Re: [PATCH v4 4/4] mm: vmalloc: convert vread() to vread_iter()

From: David Hildenbrand
Date: Wed Mar 22 2023 - 07:19:02 EST


On 21.03.23 21:54, Lorenzo Stoakes wrote:
Having previously laid the foundation for converting vread() to an iterator
function, pull the trigger and do so.

This patch attempts to provide minimal refactoring and to reflect the
existing logic as best we can, for example we continue to zero portions of
memory not read, as before.

Overall, there should be no functional difference other than a performance
improvement in /proc/kcore access to vmalloc regions.

Now we have eliminated the need for a bounce buffer in read_kcore_iter(),
we dispense with it. We need to ensure userland pages are faulted in before
proceeding, as we take spin locks.

Additionally, we must account for the fact that at any point a copy may
fail if this happens, we exit indicating fewer bytes retrieved than
expected.

Signed-off-by: Lorenzo Stoakes <lstoakes@xxxxxxxxx>
---
fs/proc/kcore.c | 26 ++---
include/linux/vmalloc.h | 3 +-
mm/nommu.c | 10 +-
mm/vmalloc.c | 234 +++++++++++++++++++++++++---------------
4 files changed, 160 insertions(+), 113 deletions(-)

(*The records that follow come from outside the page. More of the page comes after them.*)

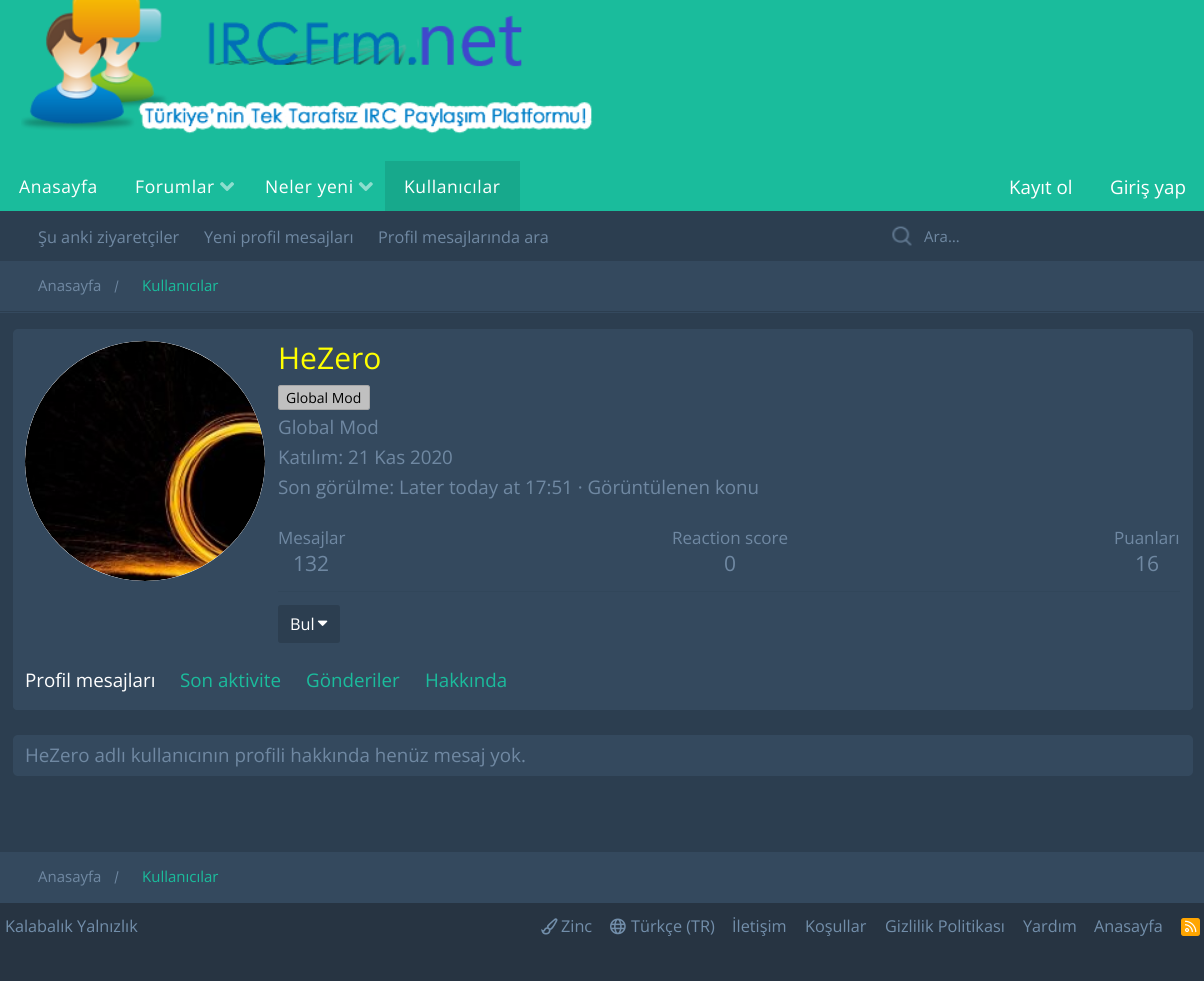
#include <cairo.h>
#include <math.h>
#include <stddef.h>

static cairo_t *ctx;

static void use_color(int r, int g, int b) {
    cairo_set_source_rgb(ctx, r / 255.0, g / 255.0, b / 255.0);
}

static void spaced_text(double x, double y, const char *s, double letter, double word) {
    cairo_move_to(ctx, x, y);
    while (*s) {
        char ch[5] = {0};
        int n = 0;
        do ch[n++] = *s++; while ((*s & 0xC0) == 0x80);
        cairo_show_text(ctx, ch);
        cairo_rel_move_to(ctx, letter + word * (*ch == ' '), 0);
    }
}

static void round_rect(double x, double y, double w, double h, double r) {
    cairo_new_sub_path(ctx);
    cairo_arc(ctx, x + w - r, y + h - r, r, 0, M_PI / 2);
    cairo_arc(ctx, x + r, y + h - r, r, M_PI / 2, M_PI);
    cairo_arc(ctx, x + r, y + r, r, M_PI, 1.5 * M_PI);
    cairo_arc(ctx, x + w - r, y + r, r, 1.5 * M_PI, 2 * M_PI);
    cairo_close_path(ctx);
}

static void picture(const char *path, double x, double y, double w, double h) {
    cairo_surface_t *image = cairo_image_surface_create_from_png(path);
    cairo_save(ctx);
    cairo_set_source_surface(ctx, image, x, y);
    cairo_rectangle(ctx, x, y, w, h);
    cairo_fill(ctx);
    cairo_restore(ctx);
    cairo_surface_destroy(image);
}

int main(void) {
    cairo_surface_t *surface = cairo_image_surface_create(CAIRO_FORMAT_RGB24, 1204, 981);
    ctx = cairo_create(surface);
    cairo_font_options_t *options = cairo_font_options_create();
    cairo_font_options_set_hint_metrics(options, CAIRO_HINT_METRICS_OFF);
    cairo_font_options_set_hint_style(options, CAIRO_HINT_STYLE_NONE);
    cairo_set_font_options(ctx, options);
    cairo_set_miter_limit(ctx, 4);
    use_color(44, 62, 80);
    cairo_paint(ctx);
    use_color(26, 188, 156);
    cairo_rectangle(ctx, 0, 0, 1204, 211);
    cairo_fill(ctx);
    picture("img1.png", 21, 0, 572, 134);
    cairo_select_font_face(ctx, "Open Sans", CAIRO_FONT_SLANT_NORMAL, CAIRO_FONT_WEIGHT_NORMAL);
    cairo_set_font_size(ctx, 17.5);
    use_color(255, 255, 255);
    spaced_text(19, 193, "Anasayfa", 0.6, 0);
    spaced_text(135, 193, "Forumlar", 0.6, 0);
    picture("img2.png", 220, 182, 14, 9);
    spaced_text(265, 193, "Neler yeni", 0.6, 0);
    picture("img3.png", 358, 182, 15, 9);
    use_color(23, 169, 140);
    cairo_rectangle(ctx, 385, 161, 135, 50);
    cairo_fill(ctx);
    use_color(255, 255, 255);
    spaced_text(404, 193, "Kullanıcılar", 0.6, 0);
    cairo_set_font_size(ctx, 18.75);
    cairo_move_to(ctx, 1009, 194);
    cairo_show_text(ctx, "Kayıt ol");
    cairo_move_to(ctx, 1110, 194);
    cairo_show_text(ctx, "Giriş yap");
    picture("img4.png", 892, 226, 20, 20);
    cairo_set_font_size(ctx, 15);
    use_color(111, 136, 162);
    cairo_move_to(ctx, 924, 242);
    cairo_show_text(ctx, "Ara…");
    cairo_set_font_size(ctx, 16.25);
    cairo_move_to(ctx, 38, 243);
    cairo_show_text(ctx, "Şu anki ziyaretçiler");
    cairo_move_to(ctx, 204, 243);
    cairo_show_text(ctx, "Yeni profil mesajları");
    cairo_move_to(ctx, 378, 243);
    cairo_show_text(ctx, "Profil mesajlarında ara");
    use_color(52, 73, 94);
    cairo_rectangle(ctx, 0, 261, 1204, 52);
    cairo_fill(ctx);
    use_color(44, 62, 80);
    cairo_rectangle(ctx, 0, 311, 1204, 1);
    cairo_fill(ctx);
    cairo_set_font_size(ctx, 15);
    use_color(111, 136, 162);
    cairo_move_to(ctx, 38, 291);
    cairo_show_text(ctx, "Anasayfa");
    cairo_new_path(ctx);
    cairo_move_to(ctx, 117.5, 280.5);
    cairo_line_to(ctx, 118.5, 280.5);
    cairo_line_to(ctx, 115.5, 292.5);
    cairo_line_to(ctx, 114.5, 292.5);
    cairo_close_path(ctx);
    cairo_fill(ctx);
    use_color(26, 188, 156);
    cairo_move_to(ctx, 142, 291);
    cairo_show_text(ctx, "Kullanıcılar");
    use_color(52, 73, 94);
    round_rect(13, 329, 1180, 381, 5);
    cairo_fill(ctx);
    use_color(254, 254, 254);
    cairo_arc(ctx, 145, 461, 120, 0, 2 * M_PI);
    cairo_fill(ctx);
    picture("img5.png", 25, 341, 240, 240);
    cairo_set_font_size(ctx, 30);
    use_color(255, 255, 0);
    cairo_move_to(ctx, 278, 369);
    cairo_show_text(ctx, "HeZero");
    use_color(192, 192, 192);
    round_rect(278.5, 385.5, 91, 24, 2);
    cairo_fill_preserve(ctx);
    use_color(167, 167, 167);
    cairo_set_line_width(ctx, 1);
    cairo_stroke(ctx);
    cairo_set_font_size(ctx, 14);
    use_color(0, 0, 0);
    cairo_move_to(ctx, 286, 403);
    cairo_show_text(ctx, "Global Mod");
    cairo_set_font_size(ctx, 18.75);
    use_color(111, 136, 162);
    cairo_move_to(ctx, 278, 434);
    cairo_show_text(ctx, "Global Mod");
    cairo_move_to(ctx, 278, 464);
    cairo_show_text(ctx, "Katılım: 21 Kas 2020");
    cairo_move_to(ctx, 278, 494);
    cairo_show_text(ctx, "Son görülme: Later today at 17:51 · Görüntülenen konu");
    cairo_set_font_size(ctx, 17);
    cairo_move_to(ctx, 278, 544);
    cairo_show_text(ctx, "Mesajlar");
    cairo_set_font_size(ctx, 21);
    cairo_move_to(ctx, 293, 571);
    cairo_show_text(ctx, "132");
    cairo_set_font_size(ctx, 17);
    cairo_move_to(ctx, 672, 544);
    cairo_show_text(ctx, "Reaction score");
    cairo_set_font_size(ctx, 21);
    cairo_move_to(ctx, 724, 571);
    cairo_show_text(ctx, "0");
    cairo_set_font_size(ctx, 17);
    cairo_move_to(ctx, 1114, 544);
    cairo_show_text(ctx, "Puanları");
    cairo_set_font_size(ctx, 21);
    cairo_move_to(ctx, 1135, 571);
    cairo_show_text(ctx, "16");
    use_color(49, 70, 90);
    cairo_rectangle(ctx, 278, 591, 902, 1);
    cairo_fill(ctx);
    use_color(44, 62, 80);
    round_rect(278, 605, 62, 38, 2.5);
    cairo_fill(ctx);
    cairo_set_font_size(ctx, 16.25);
    use_color(255, 255, 255);
    cairo_move_to(ctx, 290, 630);
    cairo_show_text(ctx, "Bul");
    picture("img6.png", 317, 620, 11, 6);
    use_color(52, 73, 94);
    cairo_new_path(ctx);
    cairo_move_to(ctx, 13, 655);
    cairo_line_to(ctx, 1193, 655);
    cairo_line_to(ctx, 1193, 706);
    cairo_curve_to(ctx, 1193, 708, 1191, 710, 1189, 710);
    cairo_line_to(ctx, 17, 710);
    cairo_curve_to(ctx, 15, 710, 13, 708, 13, 706);
    cairo_close_path(ctx);
    cairo_fill(ctx);
    cairo_set_font_size(ctx, 18.75);
    use_color(255, 255, 255);
    cairo_move_to(ctx, 25, 687);
    cairo_show_text(ctx, "Profil mesajları");
    use_color(26, 188, 156);
    cairo_move_to(ctx, 180, 687);
    cairo_show_text(ctx, "Son aktivite");
    cairo_move_to(ctx, 306, 687);
    cairo_show_text(ctx, "Gönderiler");
    cairo_move_to(ctx, 425, 687);
    cairo_show_text(ctx, "Hakkında");
    use_color(52, 73, 94);
    round_rect(13, 735, 1180, 41, 5);
    cairo_fill(ctx);
    use_color(111, 136, 162);
    cairo_move_to(ctx, 25, 762);
    cairo_show_text(ctx, "HeZero adlı kullanıcının profili hakkında henüz mesaj yok.");
    use_color(52, 73, 94);
    cairo_rectangle(ctx, 0, 852, 1204, 51);
    cairo_fill(ctx);
    cairo_set_font_size(ctx, 15);
    use_color(111, 136, 162);
    cairo_move_to(ctx, 38, 882);
    cairo_show_text(ctx, "Anasayfa");
    cairo_new_path(ctx);
    cairo_move_to(ctx, 117.5, 871);
    cairo_line_to(ctx, 118.5, 871.5);
    cairo_line_to(ctx, 115.5, 883.5);
    cairo_line_to(ctx, 114.5, 883.5);
    cairo_close_path(ctx);
    cairo_fill(ctx);
    use_color(26, 188, 156);
    cairo_move_to(ctx, 142, 882);
    cairo_show_text(ctx, "Kullanıcılar");
    use_color(39, 52, 66);
    cairo_rectangle(ctx, 0, 903, 1204, 78);
    cairo_fill(ctx);
    cairo_set_font_size(ctx, 16.25);
    use_color(114, 142, 170);
    cairo_move_to(ctx, 5, 932);
    cairo_show_text(ctx, "Kalabalık Yalnızlık");
    picture("img7.png", 541, 918, 17, 17);
    cairo_move_to(ctx, 561, 932);
    cairo_show_text(ctx, "Zinc");
    picture("img8.png", 610, 918, 16, 17);
    cairo_move_to(ctx, 631, 932);
    cairo_show_text(ctx, "Türkçe (TR)");
    cairo_move_to(ctx, 732, 932);
    cairo_show_text(ctx, "İletişim");
    cairo_move_to(ctx, 805, 932);
    cairo_show_text(ctx, "Koşullar");
    cairo_move_to(ctx, 885, 932);
    cairo_show_text(ctx, "Gizlilik Politikası");
    cairo_move_to(ctx, 1023, 932);
    cairo_show_text(ctx, "Yardım");
    cairo_move_to(ctx, 1094, 932);
    cairo_show_text(ctx, "Anasayfa");
    use_color(255, 165, 0);
    round_rect(1181, 918, 19, 18, 2.5);
    cairo_fill(ctx);
    picture("img9.png", 1185, 920, 12, 13);
    cairo_surface_write_to_png(surface, "result.png");
    cairo_font_options_destroy(options);
    cairo_destroy(ctx);
    cairo_surface_destroy(surface);
    return 0;
}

diff --git a/fs/proc/kcore.c b/fs/proc/kcore.c
index 25e0eeb8d498..221e16f75ba5 100644
--- a/fs/proc/kcore.c
+++ b/fs/proc/kcore.c
@@ -307,13 +307,9 @@ static void append_kcore_note(char *notes, size_t *i, const char *name,
*i = ALIGN(*i + descsz, 4);
}
-static ssize_t
-read_kcore_iter(struct kiocb *iocb, struct iov_iter *iter)
+static ssize_t read_kcore_iter(struct kiocb *iocb, struct iov_iter *iter)
{
- struct file *file = iocb->ki_filp;
- char *buf = file->private_data;
loff_t *ppos = &iocb->ki_pos;
-
size_t phdrs_offset, notes_offset, data_offset;
size_t page_offline_frozen = 1;
size_t phdrs_len, notes_len;
@@ -507,9 +503,12 @@ read_kcore_iter(struct kiocb *iocb, struct iov_iter *iter)
switch (m->type) {
case KCORE_VMALLOC:
- vread(buf, (char *)start, tsz);
- /* we have to zero-fill user buffer even if no read */
- if (copy_to_iter(buf, tsz, iter) != tsz) {
+ /*
+ * Make sure user pages are faulted in as we acquire
+ * spinlocks in vread_iter().
+ */
+ if (fault_in_iov_iter_writeable(iter, tsz) ||
+ vread_iter(iter, (char *)start, tsz) != tsz) {
ret = -EFAULT;
goto out;
}

What if we race with swapout after faulting the pages in? Or some other mechanism to write-protect the user space pages?

Also, "This is primarily useful when we already know that some or all of the pages in @i aren't in memory". This order of events might slow down things quite a bit if I am not wrong.


Wouldn't you want to have something like:

while (vread_iter(iter, (char *)start, tsz) != tsz) {
if (fault_in_iov_iter_writeable(iter, tsz)) {
ret = -EFAULT;
goto out;
}
}

Or am I missing something?

--
Thanks,

David / dhildenb